The history of the De La Riva name in jiu-jitsu can be traced back to 1980, when a 15-year-old began his training.

It is said that young Ricardo and his brothers were involved in an argument while playing football on Copacabana beach.

They were forced to leave the area, so went home and told their father what had happened.

The elder De La Riva enrolled his children in jiu-jitsu classes so they could learn to defend themselves.

He chose the Carlson Gracie Academy as the place they would learn.

That school was renowned for the powerful, aggressive guard passing of its students.

Ricardo was of slender build and as is natural when someone starts learning the sport, spent a lot of time with his back on the mat.

De La Riva described the training as tough.

He said: "Every day, you had to kill the lion, because the training was very, very hard, very tense. But it was healthy, it wasn’t a sacrifice by any means."

"You’re looking after the body, after the mind. It was fun, it wasn’t a chore to go train jiu-jitsu, although it was hard."

Aided by his flexibility, De La Riva made good progress and developed the guard which was later named after him.

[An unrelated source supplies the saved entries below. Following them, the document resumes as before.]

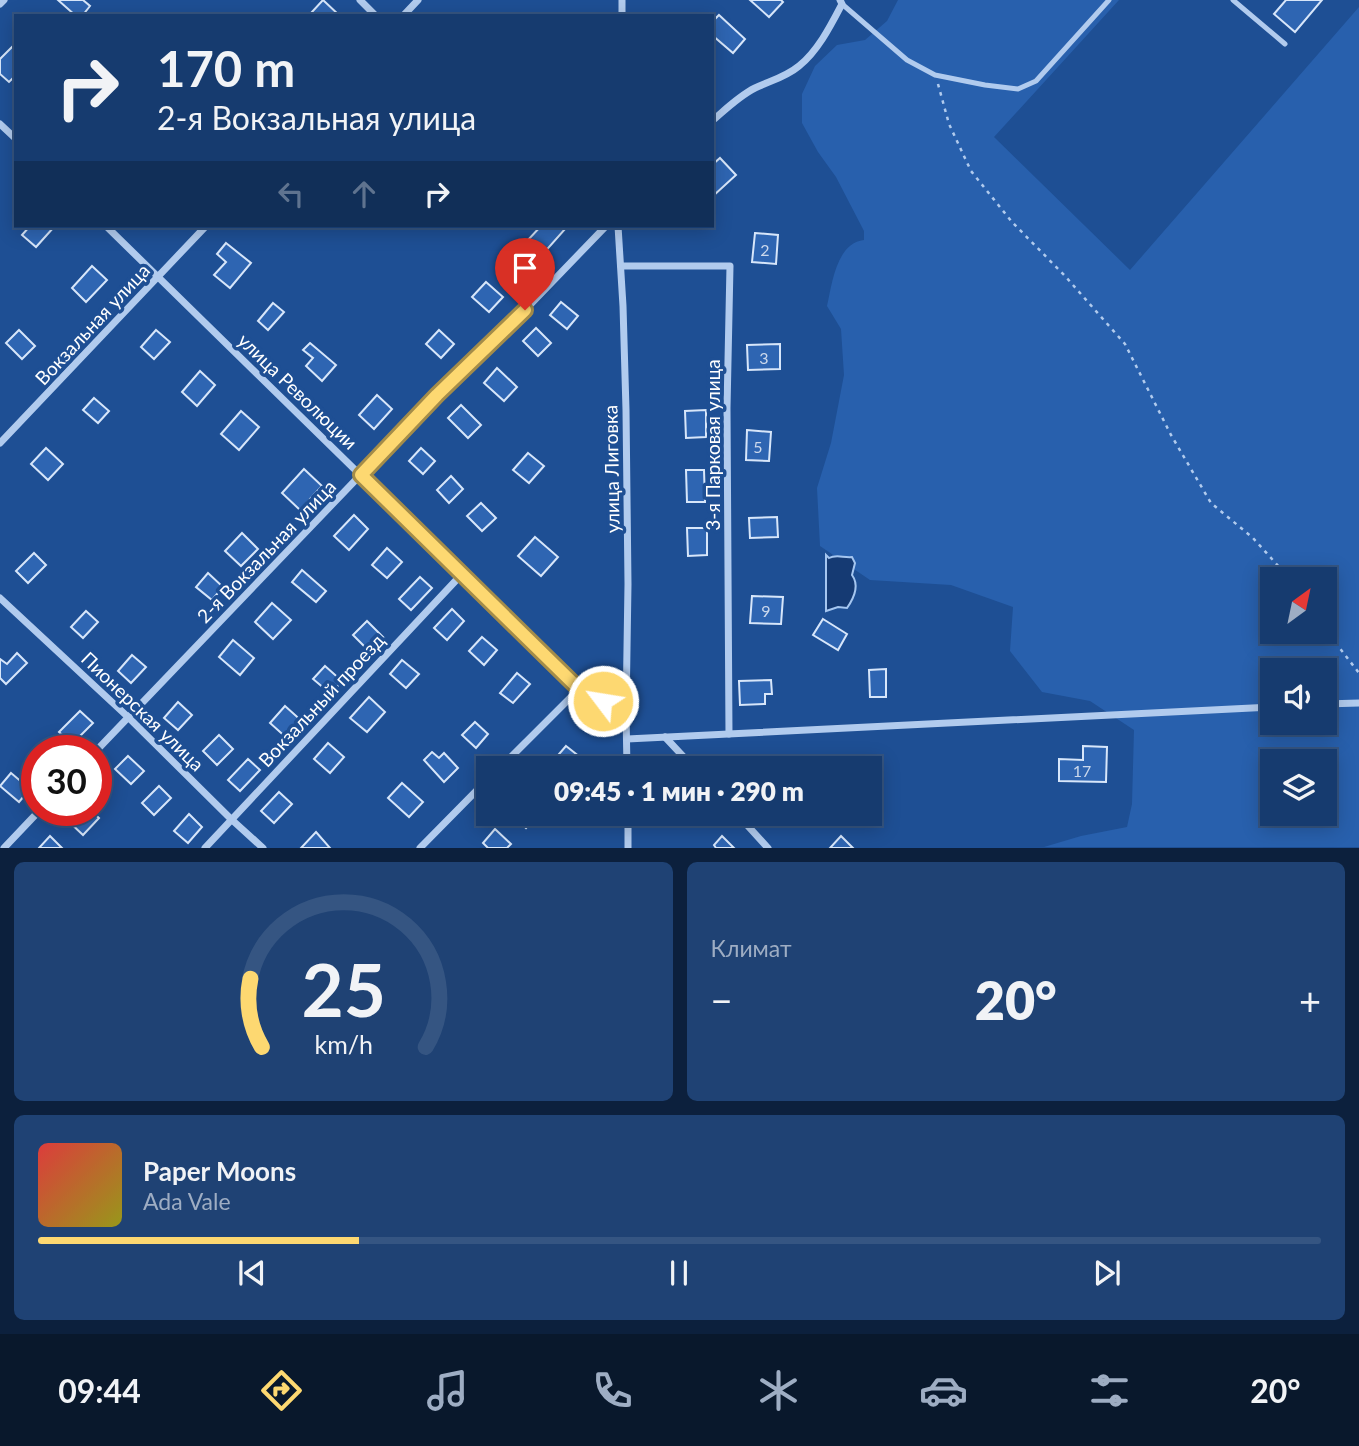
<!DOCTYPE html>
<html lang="ru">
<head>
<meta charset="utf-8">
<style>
  body { margin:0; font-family:Lato,sans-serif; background:#1f4274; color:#f1f3f6; height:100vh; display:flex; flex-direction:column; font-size:26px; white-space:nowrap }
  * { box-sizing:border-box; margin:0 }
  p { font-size:23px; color:#9eadc3 }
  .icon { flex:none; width:38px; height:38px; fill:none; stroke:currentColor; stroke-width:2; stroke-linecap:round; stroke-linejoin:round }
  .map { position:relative; height:848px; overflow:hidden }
  .panel { display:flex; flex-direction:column; gap:14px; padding:14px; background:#0c203d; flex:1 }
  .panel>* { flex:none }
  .top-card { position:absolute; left:14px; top:14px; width:700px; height:214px; border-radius:0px; box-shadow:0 4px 18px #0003,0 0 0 2px #355582; background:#163b6f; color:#f1f3f6; overflow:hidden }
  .needle { width:46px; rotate:33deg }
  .buttons { position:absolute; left:1260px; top:567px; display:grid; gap:14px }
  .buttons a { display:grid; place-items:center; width:77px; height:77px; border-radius:0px; background:#163b6f; box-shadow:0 4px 18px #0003,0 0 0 2px #355582; font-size:35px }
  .speed { position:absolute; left:21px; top:735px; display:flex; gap:14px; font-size:35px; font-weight:700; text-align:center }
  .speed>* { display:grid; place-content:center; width:91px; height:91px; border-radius:50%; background:#163b6f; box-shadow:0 4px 18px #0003,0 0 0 2px #355582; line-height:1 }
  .speed .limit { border:10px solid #d22; background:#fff; color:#111 }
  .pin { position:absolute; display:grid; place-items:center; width:60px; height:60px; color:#fff; margin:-72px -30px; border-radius:50% 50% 50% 0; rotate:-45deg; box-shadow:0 0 7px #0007 }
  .pin .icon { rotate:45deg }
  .me { position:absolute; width:77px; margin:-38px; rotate:301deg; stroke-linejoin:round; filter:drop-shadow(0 0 5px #0008) }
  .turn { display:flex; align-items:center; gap:24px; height:147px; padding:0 28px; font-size:32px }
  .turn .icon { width:91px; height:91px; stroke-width:2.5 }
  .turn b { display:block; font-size:49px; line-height:60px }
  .lanes { display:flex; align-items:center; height:66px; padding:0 28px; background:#0003; justify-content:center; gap:35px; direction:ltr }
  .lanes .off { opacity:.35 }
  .big { font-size:52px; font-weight:800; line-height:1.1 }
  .panel .card { flex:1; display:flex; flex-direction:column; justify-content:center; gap:10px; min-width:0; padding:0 24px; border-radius:10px; background:#1f4274 }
  .panel .dial { align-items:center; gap:0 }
  .dial svg { height:182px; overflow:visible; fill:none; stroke:#355582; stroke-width:7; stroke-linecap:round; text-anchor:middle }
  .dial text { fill:#f1f3f6; stroke:none }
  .song { display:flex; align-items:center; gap:21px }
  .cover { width:84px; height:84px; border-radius:10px; background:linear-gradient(135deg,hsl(0 70% 55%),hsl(60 70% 35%)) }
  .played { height:7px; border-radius:4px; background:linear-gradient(90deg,#fdd871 25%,#355582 25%) }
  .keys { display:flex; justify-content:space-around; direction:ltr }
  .heat { display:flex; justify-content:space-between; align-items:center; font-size:38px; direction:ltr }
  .panel .tiles { flex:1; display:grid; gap:14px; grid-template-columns:1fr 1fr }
  .card:last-child { grid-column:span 2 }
  .trip { position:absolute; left:476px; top:756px; width:406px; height:70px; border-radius:0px; background:#163b6f; box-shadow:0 4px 18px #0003,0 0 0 2px #355582; font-weight:800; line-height:70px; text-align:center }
  .menu { display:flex; height:112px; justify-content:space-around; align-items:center; background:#09182c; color:#9eadc3 }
  .menu .icon { width:49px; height:49px }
  .menu .current { color:#fdd871 }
  .menu b { font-size:32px; color:#f1f3f6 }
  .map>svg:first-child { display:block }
</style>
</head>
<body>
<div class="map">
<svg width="1359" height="848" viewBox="0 0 1359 848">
  <rect width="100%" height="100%" fill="#1e4f94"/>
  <!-- green -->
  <path fill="#2860ad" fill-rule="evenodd" d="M898,0H1119L994,137L1130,270L1359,7V847H1044L1081,836L1127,827L1132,804L1134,730L1090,701L1042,692L1010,651L1013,607L951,585L870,580L820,546L817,488L831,443L844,375L841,329L827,306C832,285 836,243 864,240V231L836,177L818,152L802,123V94L815,66L837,45L865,40L887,21ZM1272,579H1325V632H1272ZM1272,670H1325V723H1272ZM1272,761H1325V814H1272Z"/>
  <!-- water -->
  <path fill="#153a73" stroke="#a5c6f0" stroke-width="2" d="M826,555L829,558C836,554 844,558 852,557L855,563L852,575C860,586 854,598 847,608L838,607L826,611Z"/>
  <!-- building -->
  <g fill="#2e65b2" stroke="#d7e6fa" stroke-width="2">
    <polygon points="58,0 83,0 90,6 82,16 76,16"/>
    <polygon points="323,0 340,16 314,16 311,13"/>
    <polygon points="750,0 781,0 783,2 769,17"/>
    <polygon points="1286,0 1322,0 1295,32 1274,14"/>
    <polygon points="719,15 745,39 733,53 712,35 712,22"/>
    <polygon points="13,46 16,49 16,75 9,82 0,74 0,59"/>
    <polygon points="720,158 736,175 713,196 712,165"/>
    <polygon points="30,226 52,226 54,227 36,247 22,235"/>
    <polygon points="541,226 563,226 566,228 542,255 527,241"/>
    <polygon points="755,233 778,235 776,264 752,262"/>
    <polygon points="226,243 251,263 230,288 214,275 226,262 217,254"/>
    <polygon points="92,266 107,280 86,302 72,288"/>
    <polygon points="486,282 503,297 489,312 472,297"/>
    <polygon points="561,302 578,316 567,329 550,315"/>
    <polygon points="273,303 284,312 268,330 258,321"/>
    <polygon points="536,328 551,343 538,356 523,341"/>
    <polygon points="19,330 35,346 22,359 6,343"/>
    <polygon points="156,330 170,342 154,359 141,347"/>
    <polygon points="439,330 454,344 441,358 426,344"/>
    <polygon points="310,343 336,365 322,381 306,366 313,358 303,350"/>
    <polygon points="780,344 780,369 748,370 747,345"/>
    <polygon points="497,368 517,387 504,401 484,383"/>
    <polygon points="200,371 215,385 197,406 182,392"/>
    <polygon points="377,395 392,409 374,429 359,415"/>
    <polygon points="94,398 109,411 98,423 83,410"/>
    <polygon points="461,405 481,425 468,438 448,418"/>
    <polygon points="706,410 706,437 686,438 685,411"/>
    <polygon points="241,411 259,427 239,450 221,434"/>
    <polygon points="747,430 771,432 769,461 746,460"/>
    <polygon points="46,448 63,464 48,480 31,464"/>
    <polygon points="421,448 435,461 423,474 409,461"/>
    <polygon points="528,453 544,466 529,483 513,470"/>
    <polygon points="304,469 322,486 300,510 282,493"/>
    <polygon points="686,470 704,470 705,502 687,502"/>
    <polygon points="451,476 463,489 449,503 437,490"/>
    <polygon points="481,503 496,518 482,531 467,516"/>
    <polygon points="354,515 368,529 349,550 334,536"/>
    <polygon points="777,517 778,537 750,538 749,518"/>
    <polygon points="687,528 707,528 707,555 688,556"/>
    <polygon points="242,533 258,549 241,566 225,551"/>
    <polygon points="535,537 558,557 541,576 518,556"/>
    <polygon points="387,548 402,562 387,578 372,565"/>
    <polygon points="34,553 46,565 28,583 16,571"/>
    <polygon points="302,570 326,591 316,602 292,582"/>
    <polygon points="208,573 223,587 212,600 196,587"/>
    <polygon points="420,577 432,588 411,610 399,599"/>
    <polygon points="752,596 783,597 781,624 750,623"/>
    <polygon points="272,603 291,620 273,639 255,622"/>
    <polygon points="452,609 464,621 447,640 434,628"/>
    <polygon points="86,611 98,622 83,638 71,627"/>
    <polygon points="823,619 847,634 838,650 813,635"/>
    <polygon points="367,621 384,638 370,652 353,635"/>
    <polygon points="482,637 497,650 484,665 469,651"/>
    <polygon points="233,640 254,658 240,675 219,657"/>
    <polygon points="17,653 27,663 6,684 0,678 0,659 7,664"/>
    <polygon points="132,655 146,667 131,683 118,671"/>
    <polygon points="402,660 419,674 406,688 390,674"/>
    <polygon points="325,666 342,681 331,694 313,679"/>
    <polygon points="886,669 886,697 870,697 869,670"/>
    <polygon points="517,673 530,684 513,703 500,693"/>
    <polygon points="771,680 772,694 765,694 765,704 740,705 739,681"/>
    <polygon points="369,697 385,712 367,732 350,718"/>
    <polygon points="178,702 192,715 178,730 164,718"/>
    <polygon points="285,706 304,723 289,740 270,723"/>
    <polygon points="80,711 93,723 72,744 59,732"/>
    <polygon points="475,722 488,734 476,748 462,735"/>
    <polygon points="219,735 233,749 217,765 203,751"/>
    <polygon points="328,743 344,757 330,773 314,759"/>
    <polygon points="566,746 585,761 579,768 547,768"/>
    <polygon points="1083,746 1107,747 1106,782 1059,781 1059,759 1083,760"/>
    <polygon points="432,752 439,758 444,753 458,768 444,782 424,760"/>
    <polygon points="128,756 144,771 131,784 115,769"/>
    <polygon points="248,759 260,770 240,791 228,780"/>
    <polygon points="11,773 30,789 19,802 0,786"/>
    <polygon points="402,783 423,802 409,817 388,798"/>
    <polygon points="159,786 171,798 154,815 142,803"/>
    <polygon points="279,792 292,804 274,823 261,811"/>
    <polygon points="74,810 90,810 99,818 83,835 66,819"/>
    <polygon points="189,814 202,827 188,843 174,831"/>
    <polygon points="511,814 539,814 526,828"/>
    <polygon points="495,829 511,844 507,848 488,848 483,843"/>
    <polygon points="316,832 330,848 301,848"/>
    <polygon points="50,836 62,848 39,848"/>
    <polygon points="722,836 734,848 716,848 714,845"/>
    <polygon points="841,836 853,848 830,848"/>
  </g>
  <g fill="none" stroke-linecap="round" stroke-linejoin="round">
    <!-- path -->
    <g stroke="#b1cbee" stroke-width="2.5" stroke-dasharray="3.5 5" stroke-linecap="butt">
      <polyline points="938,84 949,124 971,171 1012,222 1065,276 1125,344 1171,435 1211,503 1253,538 1290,579"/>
      <polyline points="1325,629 1359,673"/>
    </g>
    <!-- service -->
    <g stroke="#b1cbee" stroke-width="5">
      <polyline points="1233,0 1285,44"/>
      <polyline points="842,4 907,60 935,75 985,85 1018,89 1036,81 1109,0"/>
    </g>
    <!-- minor -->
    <g stroke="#b1cbee" stroke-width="7">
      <polyline points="360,0 376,16"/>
      <polyline points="0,4 4,0"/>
      <polyline points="403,16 418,0"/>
      <polyline points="622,16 622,0"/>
      <path d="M712,121C726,109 739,96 755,88C770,81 786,77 799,66C818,51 831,25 842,4L840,0"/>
      <polyline points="0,124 16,139"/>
      <polyline points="106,226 579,689 626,713"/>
      <polyline points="618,226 623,306 626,410 628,584 626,713 627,768"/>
      <polyline points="621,266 730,266 727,408 729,734"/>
      <polyline points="0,443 206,226"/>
      <polyline points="0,598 128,717 231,819 263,848"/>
      <polyline points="1325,704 1359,703"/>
      <polyline points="665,737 694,768"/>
      <polyline points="627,739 1272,707"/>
      <polyline points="96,751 437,395 525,310 606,226"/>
      <polyline points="500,768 579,689"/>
      <polyline points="628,814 628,848"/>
      <polyline points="737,814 768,848"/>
      <polyline points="4,848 40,810"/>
      <polyline points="205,848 461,575"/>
      <polyline points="420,848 488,779"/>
    </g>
  </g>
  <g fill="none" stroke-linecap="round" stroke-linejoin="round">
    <defs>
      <polyline id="route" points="525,310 437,395 361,475 579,689 603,701"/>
    </defs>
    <!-- route casing -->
    <use href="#route" stroke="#a48c49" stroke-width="18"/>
    <!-- route -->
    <use href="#route" stroke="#fdd871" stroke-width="12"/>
  </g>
  <g text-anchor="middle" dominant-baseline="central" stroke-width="7" stroke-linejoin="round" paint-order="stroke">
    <!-- number labels -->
    <g font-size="16" fill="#cbd8ec">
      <text x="765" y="249">2</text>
      <text x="764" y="357">3</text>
      <text x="758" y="446">5</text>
      <text x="766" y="610">9</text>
      <text x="1082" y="770">17</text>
    </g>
    <!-- street labels -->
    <g font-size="19" fill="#fff" stroke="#1e4f94">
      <text transform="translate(92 324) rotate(-47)">Вокзальная улица</text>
      <text transform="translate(298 391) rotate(44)">улица Революции</text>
      <text transform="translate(712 445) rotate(-90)">3-я Парковая улица</text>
      <text transform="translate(611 469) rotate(-91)">улица Лиговка</text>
      <text transform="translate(266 551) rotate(-46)">2-я Вокзальная улица</text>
      <text transform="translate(321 700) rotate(-47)">Вокзальный проезд</text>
      <text transform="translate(143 711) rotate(44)">Пионерская улица</text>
    </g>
  </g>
</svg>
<div class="buttons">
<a><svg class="needle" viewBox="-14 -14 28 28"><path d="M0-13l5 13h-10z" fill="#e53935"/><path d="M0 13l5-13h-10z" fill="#9eadc3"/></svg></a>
<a><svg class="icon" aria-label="sound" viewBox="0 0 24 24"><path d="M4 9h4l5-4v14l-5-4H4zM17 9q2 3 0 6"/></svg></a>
<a><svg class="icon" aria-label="layers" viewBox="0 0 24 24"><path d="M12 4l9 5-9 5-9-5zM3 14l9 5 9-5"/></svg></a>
</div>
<div class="speed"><div class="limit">30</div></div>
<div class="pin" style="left:525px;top:310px;background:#d93025"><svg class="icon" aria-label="arrive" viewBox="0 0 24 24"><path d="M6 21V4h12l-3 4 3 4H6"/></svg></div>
<svg class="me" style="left:603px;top:701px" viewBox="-20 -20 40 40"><circle r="17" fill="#fdd871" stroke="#fff" stroke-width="3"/><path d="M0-11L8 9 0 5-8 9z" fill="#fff"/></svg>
<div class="trip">09:45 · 1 мин · 290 m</div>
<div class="top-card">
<div class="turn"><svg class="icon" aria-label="right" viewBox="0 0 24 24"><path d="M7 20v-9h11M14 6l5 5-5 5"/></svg><div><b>170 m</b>2-я Вокзальная улица</div></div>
<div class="lanes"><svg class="icon off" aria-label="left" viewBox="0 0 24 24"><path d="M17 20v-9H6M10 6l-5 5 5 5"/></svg><svg class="icon off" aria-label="ahead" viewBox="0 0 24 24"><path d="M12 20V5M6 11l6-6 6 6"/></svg><svg class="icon" aria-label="right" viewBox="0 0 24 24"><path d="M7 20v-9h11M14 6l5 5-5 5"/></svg></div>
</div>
</div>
<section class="panel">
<div class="tiles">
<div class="card dial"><svg viewBox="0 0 100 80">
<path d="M14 69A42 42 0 1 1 86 69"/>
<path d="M14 69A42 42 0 0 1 9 39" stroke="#fdd871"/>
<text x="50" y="56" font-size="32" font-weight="700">25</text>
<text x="50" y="72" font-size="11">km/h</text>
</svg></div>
<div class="card"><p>Климат</p>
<div class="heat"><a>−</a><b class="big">20°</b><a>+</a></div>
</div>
<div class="card">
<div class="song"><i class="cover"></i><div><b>Paper Moons</b><p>Ada Vale</p></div></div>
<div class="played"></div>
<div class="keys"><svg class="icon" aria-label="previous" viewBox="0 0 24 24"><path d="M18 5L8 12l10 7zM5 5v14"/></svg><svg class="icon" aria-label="pause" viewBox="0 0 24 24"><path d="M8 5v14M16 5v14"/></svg><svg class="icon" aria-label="next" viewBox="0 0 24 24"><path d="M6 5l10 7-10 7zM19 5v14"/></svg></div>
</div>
</div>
</section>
<nav class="menu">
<b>09:44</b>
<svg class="icon current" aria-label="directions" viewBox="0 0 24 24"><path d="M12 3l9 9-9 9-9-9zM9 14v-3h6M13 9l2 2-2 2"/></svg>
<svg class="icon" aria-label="music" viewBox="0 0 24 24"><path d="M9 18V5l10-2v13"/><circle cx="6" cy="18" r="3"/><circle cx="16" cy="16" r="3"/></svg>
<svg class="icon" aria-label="phone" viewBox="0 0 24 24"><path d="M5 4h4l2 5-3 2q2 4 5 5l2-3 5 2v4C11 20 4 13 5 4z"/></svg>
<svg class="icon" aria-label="climate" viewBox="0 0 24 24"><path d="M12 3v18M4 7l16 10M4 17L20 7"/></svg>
<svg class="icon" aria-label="car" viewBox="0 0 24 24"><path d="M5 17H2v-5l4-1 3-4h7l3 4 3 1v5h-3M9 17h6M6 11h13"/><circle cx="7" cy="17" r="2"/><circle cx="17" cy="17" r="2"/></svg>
<svg class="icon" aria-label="filters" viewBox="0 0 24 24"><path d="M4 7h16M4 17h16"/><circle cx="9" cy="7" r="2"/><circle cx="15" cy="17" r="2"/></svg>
<b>20°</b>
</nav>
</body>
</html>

He was not the first person to exert control using a leg wrapped around their opponent’s lower limbs.

At this point, the position in question was called Pudding Guard, because it unbalanced opponents and made their posture wobbly.

The name change happened in 1985 when De La Riva rose to prominence by defeating the renowned and then unbeaten Royler Gracie.

Having used the position to good effect in the match, the Brazilian media chose to call the entanglement after its creator.

Pudding guard was no more.

De La Riva was awarded his black belt in 1986. In 1993 he stopped competing to focus more on teaching.

When Ricardo coaches the move, he admits to feeling unease at using his surname to describe it.

He said: “I still feel a little shy to call it that way. I think it’s weird to refer to a position with my own name.

When doing seminars, I have never felt very comfortable to call it the ‘De la Riva Guard’. It didn’t feel right.

But, recently, I have started to feel a little bit more comfortable with it. In the past, when teaching seminars, for example, I would just call it ‘the hook’, or the ‘outward/inward hook’."

Ricardo returned to competition between 2002 and 2004, and aged 37, won a bronze medal at the World Championships.

Since then, he is delighted to see the evolution of the position he popularised.

De La Riva said: “That’s what is wonderful about jiu-jitsu; it is always evolving, always progressing. New things are being taught.

You have a position, so many practitioners, different bodies, different sizes. So you have to adapt the position.

It is always evolving, always changing. The evolution of jiu-jitsu is continuous.”